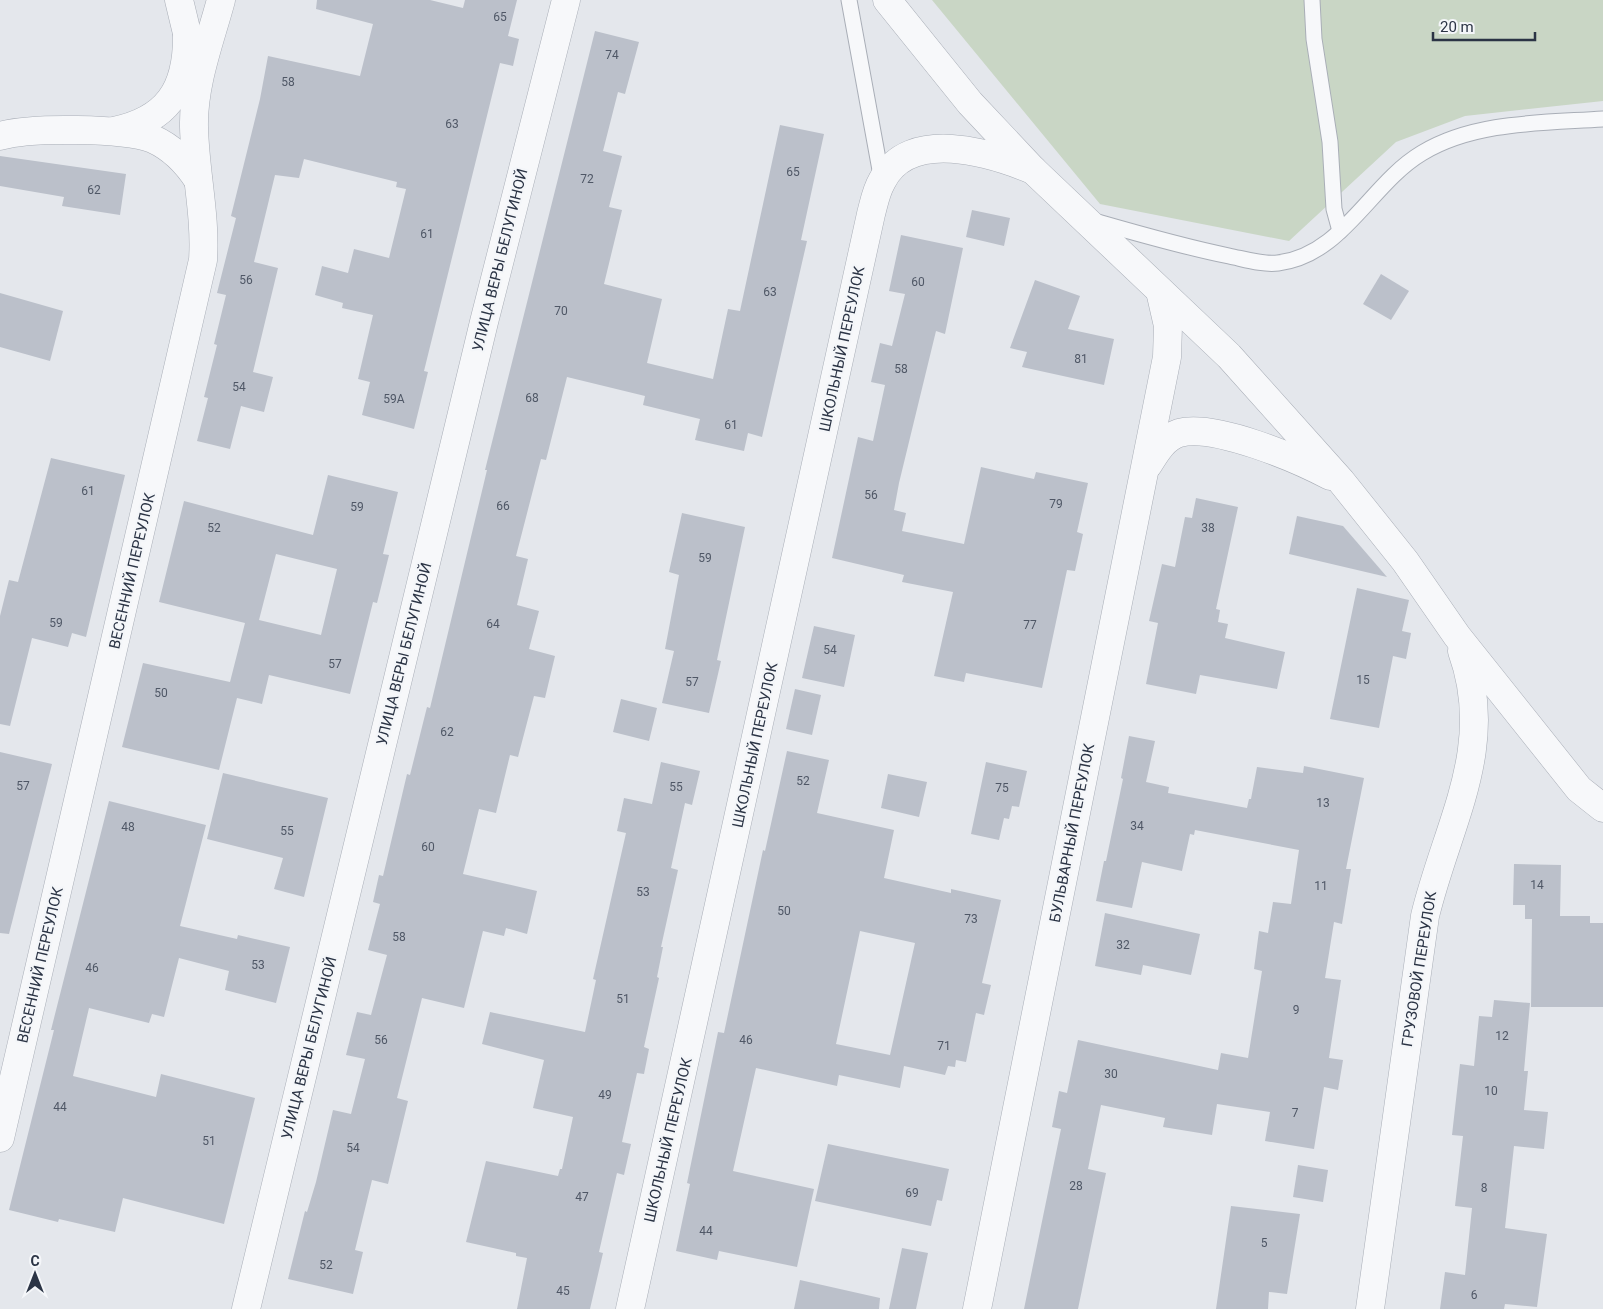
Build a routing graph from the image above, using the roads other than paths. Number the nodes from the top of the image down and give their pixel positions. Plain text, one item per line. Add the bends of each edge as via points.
1 (179, 0) edge
2 (221, 0) edge
3 (566, 0) edge
4 (849, 0) edge
5 (887, 0) edge
6 (1312, 0) edge
7 (188, 37) junction
8 (199, 82) junction
9 (1603, 119) edge
10 (110, 132) junction
11 (0, 136) edge
12 (1033, 170) junction
13 (198, 180) junction
14 (882, 180) junction
15 (1083, 218) junction
16 (1340, 231) junction
17 (1160, 291) junction
18 (1145, 471) junction
19 (1341, 482) junction
20 (1457, 636) junction
21 (1603, 808) edge
22 (0, 1138) edge
23 (246, 1309) edge
24 (630, 1309) edge
25 (977, 1309) edge
26 (1370, 1309) edge

1 - 7 street
2 - 8 street, ВЕСЕННИЙ ПЕРЕУЛОК
3 - 23 street, УЛИЦА ВЕРЫ БЕЛУГИНОЙ via 484,322
4 - 14 lane
5 - 12 street via 970,103
6 - 16 lane via 1314,40 1330,142 1334,209
7 - 8 street
7 - 10 street via 184,76 172,101 132,128
8 - 13 street, ВЕСЕННИЙ ПЕРЕУЛОК via 194,126
9 - 16 lane via 1488,130 1449,139 1421,153 1394,175
10 - 11 street via 62,129
10 - 13 street via 151,138 168,147
12 - 14 street via 995,156 938,149 902,158
12 - 15 street
13 - 22 street, ВЕСЕННИЙ ПЕРЕУЛОК via 205,235 202,269
14 - 24 street, ШКОЛЬНЫЙ ПЕРЕУЛОК via 871,214
15 - 16 lane via 1208,252 1276,263 1305,257 1326,245
15 - 17 street
17 - 18 street, БУЛЬВАРНЫЙ ПЕРЕУЛОК via 1168,326 1167,357
17 - 19 street via 1229,356
18 - 19 street via 1166,440 1180,433 1198,432 1243,441
18 - 25 street, БУЛЬВАРНЫЙ ПЕРЕУЛОК
19 - 20 street via 1405,561
20 - 21 street via 1579,789
20 - 26 street, ГРУЗОВОЙ ПЕРЕУЛОК via 1472,687 1476,717 1474,744 1470,772 1425,916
——————
(WHAT YOU SHOULD DO): Each entry shown above must be quoted exactly, with its pictures left out.

(RESPONSE BELOW):
Build a routing graph from the image above, using the roads other than paths. Number the nodes from the top of the image down and give their pixel positions. Plain text, one item per line. Add the bends of each edge as via points.
1 (179, 0) edge
2 (221, 0) edge
3 (566, 0) edge
4 (849, 0) edge
5 (887, 0) edge
6 (1312, 0) edge
7 (188, 37) junction
8 (199, 82) junction
9 (1603, 119) edge
10 (110, 132) junction
11 (0, 136) edge
12 (1033, 170) junction
13 (198, 180) junction
14 (882, 180) junction
15 (1083, 218) junction
16 (1340, 231) junction
17 (1160, 291) junction
18 (1145, 471) junction
19 (1341, 482) junction
20 (1457, 636) junction
21 (1603, 808) edge
22 (0, 1138) edge
23 (246, 1309) edge
24 (630, 1309) edge
25 (977, 1309) edge
26 (1370, 1309) edge

1 - 7 street
2 - 8 street, ВЕСЕННИЙ ПЕРЕУЛОК
3 - 23 street, УЛИЦА ВЕРЫ БЕЛУГИНОЙ via 484,322
4 - 14 lane
5 - 12 street via 970,103
6 - 16 lane via 1314,40 1330,142 1334,209
7 - 8 street
7 - 10 street via 184,76 172,101 132,128
8 - 13 street, ВЕСЕННИЙ ПЕРЕУЛОК via 194,126
9 - 16 lane via 1488,130 1449,139 1421,153 1394,175
10 - 11 street via 62,129
10 - 13 street via 151,138 168,147
12 - 14 street via 995,156 938,149 902,158
12 - 15 street
13 - 22 street, ВЕСЕННИЙ ПЕРЕУЛОК via 205,235 202,269
14 - 24 street, ШКОЛЬНЫЙ ПЕРЕУЛОК via 871,214
15 - 16 lane via 1208,252 1276,263 1305,257 1326,245
15 - 17 street
17 - 18 street, БУЛЬВАРНЫЙ ПЕРЕУЛОК via 1168,326 1167,357
17 - 19 street via 1229,356
18 - 19 street via 1166,440 1180,433 1198,432 1243,441
18 - 25 street, БУЛЬВАРНЫЙ ПЕРЕУЛОК
19 - 20 street via 1405,561
20 - 21 street via 1579,789
20 - 26 street, ГРУЗОВОЙ ПЕРЕУЛОК via 1472,687 1476,717 1474,744 1470,772 1425,916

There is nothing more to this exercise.